# LSOL - what's the plan?



## Jon (Dec 3, 2010)

I'm running low on coffee! What's the LSOL status? Will I automatically get included as a current subscriber?


----------



## Thecatlinux (Mar 10, 2014)

Dont want to interfere with LSOL just trying to be helpful , but I was in strangers Norwich this week and I explained what it was , and they said would be happy to have a go , if you are looking for someone that is ,


----------



## Glenn (Jun 14, 2008)

I've also got another roaster who is keen to do LSOL again.

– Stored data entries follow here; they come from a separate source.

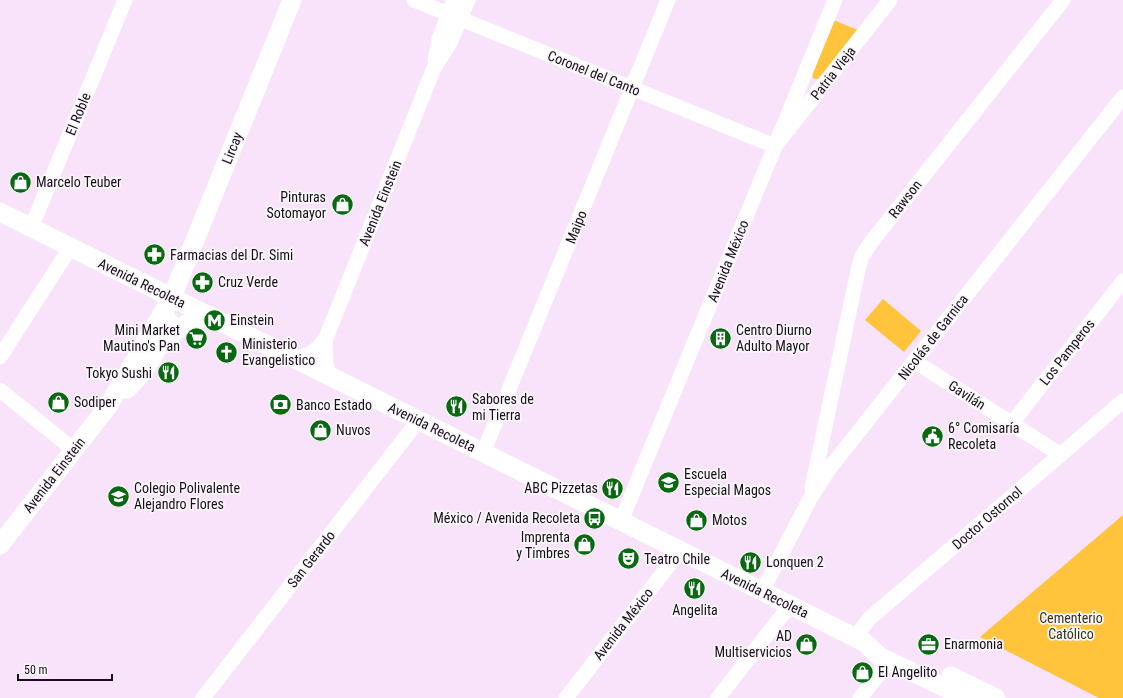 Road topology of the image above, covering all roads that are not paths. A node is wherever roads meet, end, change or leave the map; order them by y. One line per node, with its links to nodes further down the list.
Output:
1 (125, 0): 15 (street, El Roble)
2 (292, 0): 18 (main road, Lircay)
3 (414, 0): 10 (street, Coronel del Canto)
4 (454, 0): 10 (street, Avenida Einstein)
5 (468, 0): 10 (street, Avenida Einstein)
6 (668, 0): 11 (street, Maipo)
7 (835, 0): 13 (street, Avenida México)
8 (890, 0): 13 (street, Patria Vieja)
9 (1063, 0): 31 (street, Rawson)
10 (454, 17): 11 (street, Coronel del Canto); 20 (street, Avenida Einstein)
11 (632, 89): 13 (street, Coronel del Canto); 34 (street, Maipo)
12 (1123, 97): 24 (street, Nicolás de Garnica)
13 (775, 146): 37 (street, Avenida México)
14 (0, 212): 15 (main road, Avenida Recoleta)
15 (31, 228): 16 (main road, Avenida Recoleta)
16 (70, 248): 18 (main road, Avenida Recoleta); 22 (street)
17 (1123, 281): 30 (street, Los Pamperos)
18 (172, 297): 19 (main road, Avenida Recoleta); 21 (main road, Avenida Einstein); 28 (main road, Avenida Einstein)
19 (210, 316): 21 (main road); 23 (main road, Avenida Recoleta)
20 (326, 338): 23 (street, Avenida Einstein); 25 (street, Avenida Einstein)
21 (154, 355): 28 (main road, Avenida Einstein)
22 (0, 357)
23 (295, 359): 25 (main road, Avenida Recoleta)
24 (914, 361): 30 (street, Gavilán); 32 (street, Nicolás de Garnica)
25 (330, 377): 29 (main road, Avenida Recoleta)
26 (0, 390): 33 (street)
27 (1123, 401): 35 (street, Doctor Ostornol)
28 (108, 406): 33 (main road, Avenida Einstein)
29 (418, 420): 34 (main road, Avenida Recoleta); 44 (street, San Gerardo)
30 (1012, 423): 35 (street, Gavilán)
31 (824, 436): 32 (street); 36 (street, Rawson)
32 (846, 447): 36 (street, Nicolás de Garnica)
33 (74, 450): 38 (main road, Avenida Einstein)
34 (483, 453): 37 (main road, Avenida Recoleta)
35 (1061, 455): 42 (street, Doctor Ostornol)
36 (810, 497): 40 (street, Nicolás de Garnica)
37 (621, 522): 39 (main road, Avenida Recoleta)
38 (0, 545)
39 (680, 551): 40 (main road, Avenida Recoleta); 45 (street, Avenida México)
40 (762, 591): 41 (main road, Avenida Recoleta)
41 (790, 606): 42 (main road, Avenida Recoleta); 46 (street)
42 (860, 640): 43 (main road, Avenida Recoleta); 49 (main road, Avenida Recoleta)
43 (889, 661): 47 (street); 48 (main road, Avenida Recoleta)
44 (203, 698)
45 (566, 698)
46 (718, 698)
47 (860, 698)
48 (966, 698)
49 (996, 698)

Looks like this has a bright future.


----------



## MarkT (Nov 21, 2015)

I must keep an eye out for a regular opening sign up. Lol


----------



## EwanEdwards (Apr 23, 2013)

Me too, i'd love to join up.


----------



## Riz (Oct 19, 2015)

Me three. Is there any way we can get in on this. Would love to try out coffees that I would otherwise not come across and expand my horizons.


----------



## Mrboots2u (May 10, 2013)

It's Xmas and new year ., other things to do at mo . I'll start contacting people after this to renew existing subs . Plus roasters are on holidays too, so give Matt a chance to sort stuff out in jan.

And no one stepped forward to take the running of this off my hands, so I'll do one last quarter .

Existing subs get priority , any spaces will then be opened up on a new thread , first come first served .

Expect coffee earliest Feb as indicated in the last lsol thread . Til then chill and enjoys the holidays , and buy coffee elsewhere to keep you going .


----------



## fatboyslim (Sep 29, 2011)

Mrboots2u said:


> It's Xmas and new year ., other things to do at mo . I'll start contacting people after this to renew existing subs . Plus roasters are on holidays too, so give Matt a chance to sort stuff out in jan.
> 
> And no one stepped forward to take the running of this off my hands, so I'll do one last quarter .
> 
> ...


I would potentially be interested in taking this over. How much work does it entail? PM me?


----------



## fluffles (Sep 4, 2012)

Just want to float an idea here, be interested to know what people think...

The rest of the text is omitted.